Easy for her to say.

My contrast in almost everyway, Rebel is what most would deem "attractive."

Aaah... Who am I kidding? 
She's fucking hot.

Her layered, waves of honey-colored hair frame sculpted cheekbones and a wide, full mouth; brilliant, azure irises sparkle with mischief; long, slender legs stretch for miles; and, when she moves, it's with the confidence of someone who's used to receiving male attention. On her right arm, a tattoo sleeve extends from her wrist to her shoulder. The vibrant ink enhances her sex appeal and admittedly, I'm slightly envious of her ability to carry the look.

Oh, and she doesn't have an ounce of fat on her body.
Whereas, I like to eat... a lot.

As a result, I'm slightly curvier than the rest of the girls at the club; though, some of that is muscle from my new training regimen. Also, I'm shorter, with a preference for sneakers, and when I move, it's with all the grace of a newborn giraffe. 

"Well?" She presses, "How 'bout it? Wanna ride the pole?"

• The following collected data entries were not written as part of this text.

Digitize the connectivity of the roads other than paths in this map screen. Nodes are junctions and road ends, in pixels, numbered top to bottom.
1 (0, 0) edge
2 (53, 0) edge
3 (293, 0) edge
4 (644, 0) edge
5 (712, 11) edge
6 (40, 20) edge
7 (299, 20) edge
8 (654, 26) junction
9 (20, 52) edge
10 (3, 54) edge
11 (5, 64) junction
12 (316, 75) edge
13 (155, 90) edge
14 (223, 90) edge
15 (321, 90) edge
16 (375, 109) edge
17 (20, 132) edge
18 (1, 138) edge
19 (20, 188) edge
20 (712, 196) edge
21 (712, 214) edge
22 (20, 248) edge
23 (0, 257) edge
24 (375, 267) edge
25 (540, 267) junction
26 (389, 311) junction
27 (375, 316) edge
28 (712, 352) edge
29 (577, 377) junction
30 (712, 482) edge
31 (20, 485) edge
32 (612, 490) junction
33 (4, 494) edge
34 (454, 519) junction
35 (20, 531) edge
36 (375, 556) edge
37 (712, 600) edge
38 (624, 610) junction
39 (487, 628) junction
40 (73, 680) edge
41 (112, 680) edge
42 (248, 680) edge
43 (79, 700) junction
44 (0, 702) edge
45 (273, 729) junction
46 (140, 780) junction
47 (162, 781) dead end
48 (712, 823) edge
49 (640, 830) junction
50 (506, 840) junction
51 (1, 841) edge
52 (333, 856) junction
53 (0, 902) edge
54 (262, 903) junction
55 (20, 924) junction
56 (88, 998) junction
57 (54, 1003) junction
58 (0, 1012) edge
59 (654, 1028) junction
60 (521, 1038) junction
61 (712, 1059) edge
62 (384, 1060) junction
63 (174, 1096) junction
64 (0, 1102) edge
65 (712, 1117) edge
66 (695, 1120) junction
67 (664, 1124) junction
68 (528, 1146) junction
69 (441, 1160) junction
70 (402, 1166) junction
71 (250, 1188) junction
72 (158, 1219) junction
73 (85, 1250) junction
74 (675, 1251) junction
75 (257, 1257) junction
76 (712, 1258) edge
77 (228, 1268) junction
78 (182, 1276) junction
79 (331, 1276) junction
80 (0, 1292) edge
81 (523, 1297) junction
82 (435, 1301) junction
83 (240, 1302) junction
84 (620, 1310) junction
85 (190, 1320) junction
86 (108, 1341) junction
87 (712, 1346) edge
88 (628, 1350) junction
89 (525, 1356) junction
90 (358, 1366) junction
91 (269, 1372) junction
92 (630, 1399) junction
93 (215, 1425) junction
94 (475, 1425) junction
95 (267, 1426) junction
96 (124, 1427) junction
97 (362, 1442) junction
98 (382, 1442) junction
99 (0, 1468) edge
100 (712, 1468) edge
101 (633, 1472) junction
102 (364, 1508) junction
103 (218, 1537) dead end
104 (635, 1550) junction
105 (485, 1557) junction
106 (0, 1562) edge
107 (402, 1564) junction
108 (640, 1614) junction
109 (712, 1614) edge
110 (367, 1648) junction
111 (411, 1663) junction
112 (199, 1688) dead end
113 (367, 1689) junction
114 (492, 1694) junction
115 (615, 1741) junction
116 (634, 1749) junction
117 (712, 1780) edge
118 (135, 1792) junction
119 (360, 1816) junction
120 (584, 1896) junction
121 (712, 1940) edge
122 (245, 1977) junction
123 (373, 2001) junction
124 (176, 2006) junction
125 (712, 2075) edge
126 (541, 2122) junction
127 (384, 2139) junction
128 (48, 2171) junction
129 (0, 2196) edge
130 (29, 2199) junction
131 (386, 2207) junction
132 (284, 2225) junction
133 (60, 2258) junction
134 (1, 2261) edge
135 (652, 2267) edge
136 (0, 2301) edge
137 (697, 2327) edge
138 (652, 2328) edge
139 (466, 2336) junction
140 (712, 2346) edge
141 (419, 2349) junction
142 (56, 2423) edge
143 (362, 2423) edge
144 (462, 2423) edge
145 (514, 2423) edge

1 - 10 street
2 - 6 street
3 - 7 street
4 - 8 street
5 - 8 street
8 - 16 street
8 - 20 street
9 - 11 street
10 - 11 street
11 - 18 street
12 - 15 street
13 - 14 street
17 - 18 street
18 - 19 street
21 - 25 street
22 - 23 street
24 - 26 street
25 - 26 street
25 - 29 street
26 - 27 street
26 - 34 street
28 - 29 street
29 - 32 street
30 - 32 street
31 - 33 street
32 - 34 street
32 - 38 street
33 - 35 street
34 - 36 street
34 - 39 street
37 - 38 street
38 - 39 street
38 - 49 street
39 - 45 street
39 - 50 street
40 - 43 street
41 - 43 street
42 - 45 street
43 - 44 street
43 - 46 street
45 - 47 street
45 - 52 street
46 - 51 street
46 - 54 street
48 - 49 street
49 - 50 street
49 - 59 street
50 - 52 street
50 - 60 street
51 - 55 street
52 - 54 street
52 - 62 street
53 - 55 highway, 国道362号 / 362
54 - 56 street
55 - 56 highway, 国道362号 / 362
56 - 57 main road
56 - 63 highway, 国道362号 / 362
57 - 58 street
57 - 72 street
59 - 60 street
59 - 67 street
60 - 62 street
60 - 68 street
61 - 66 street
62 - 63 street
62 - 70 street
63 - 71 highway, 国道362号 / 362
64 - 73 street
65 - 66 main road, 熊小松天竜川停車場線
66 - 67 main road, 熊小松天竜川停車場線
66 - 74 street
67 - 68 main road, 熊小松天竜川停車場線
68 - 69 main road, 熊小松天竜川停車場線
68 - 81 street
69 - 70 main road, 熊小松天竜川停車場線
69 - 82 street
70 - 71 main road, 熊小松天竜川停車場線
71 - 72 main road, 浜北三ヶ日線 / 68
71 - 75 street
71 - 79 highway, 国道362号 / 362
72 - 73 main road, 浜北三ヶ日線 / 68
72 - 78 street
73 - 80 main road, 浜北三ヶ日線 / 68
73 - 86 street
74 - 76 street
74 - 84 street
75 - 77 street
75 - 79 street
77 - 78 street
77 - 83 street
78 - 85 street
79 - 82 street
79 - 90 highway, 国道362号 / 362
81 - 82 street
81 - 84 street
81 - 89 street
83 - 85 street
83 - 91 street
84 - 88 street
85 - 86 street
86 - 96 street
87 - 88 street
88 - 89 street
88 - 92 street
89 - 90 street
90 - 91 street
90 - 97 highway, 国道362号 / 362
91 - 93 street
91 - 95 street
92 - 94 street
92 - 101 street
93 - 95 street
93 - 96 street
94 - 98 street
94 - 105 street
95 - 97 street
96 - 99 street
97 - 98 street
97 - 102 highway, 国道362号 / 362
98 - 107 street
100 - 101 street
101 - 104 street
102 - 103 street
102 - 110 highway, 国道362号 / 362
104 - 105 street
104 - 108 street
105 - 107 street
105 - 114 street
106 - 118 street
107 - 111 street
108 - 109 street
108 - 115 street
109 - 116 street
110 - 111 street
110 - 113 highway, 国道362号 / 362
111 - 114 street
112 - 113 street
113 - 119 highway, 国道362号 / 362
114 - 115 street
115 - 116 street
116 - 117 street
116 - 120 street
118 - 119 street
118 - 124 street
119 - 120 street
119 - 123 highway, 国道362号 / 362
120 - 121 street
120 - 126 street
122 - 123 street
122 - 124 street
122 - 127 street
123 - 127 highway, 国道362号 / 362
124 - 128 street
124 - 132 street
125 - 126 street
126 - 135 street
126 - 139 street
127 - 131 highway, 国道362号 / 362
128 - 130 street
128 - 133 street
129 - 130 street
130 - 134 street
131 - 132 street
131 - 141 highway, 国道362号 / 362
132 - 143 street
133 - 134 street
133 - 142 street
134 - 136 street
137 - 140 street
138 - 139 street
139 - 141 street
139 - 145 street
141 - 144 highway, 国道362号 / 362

Pausing to weigh my options, "Hmmm..." I scowl in deliberation. "Maybe..." She stares at me expectantly and I concede, "...except I have this whole aversion to being naked in public."

Feigning concern she replies, "Oh, that sounds awful! Is there some kind of treatment? A personality transplant, perhaps?"

"Sadly, I am an incurable prude, and I'll probably die from lack of sex."

"That's a pity. Can I have your bike?" Ultramarine eyes round, affecting her best puppy dog plea and she pouts, "I promise to take good care of her."

"Duh," I tsk, "as if anyone else would be worthy of my baby."

"Yessss! Free parking for life!" 

Victorious she pumps her fist overhead drawing a tickled snort. Chuckling, "Yeah, yeah..." I push to my feet, "Alright, I'm opening tonight. You dancing?"

"On stage at nine. Don't forget to cheer."

"K. See you there," I nod, saluting in departure.

"Later, babe," she mutters distractedly, already returned to her regularly scheduled, reality addiction.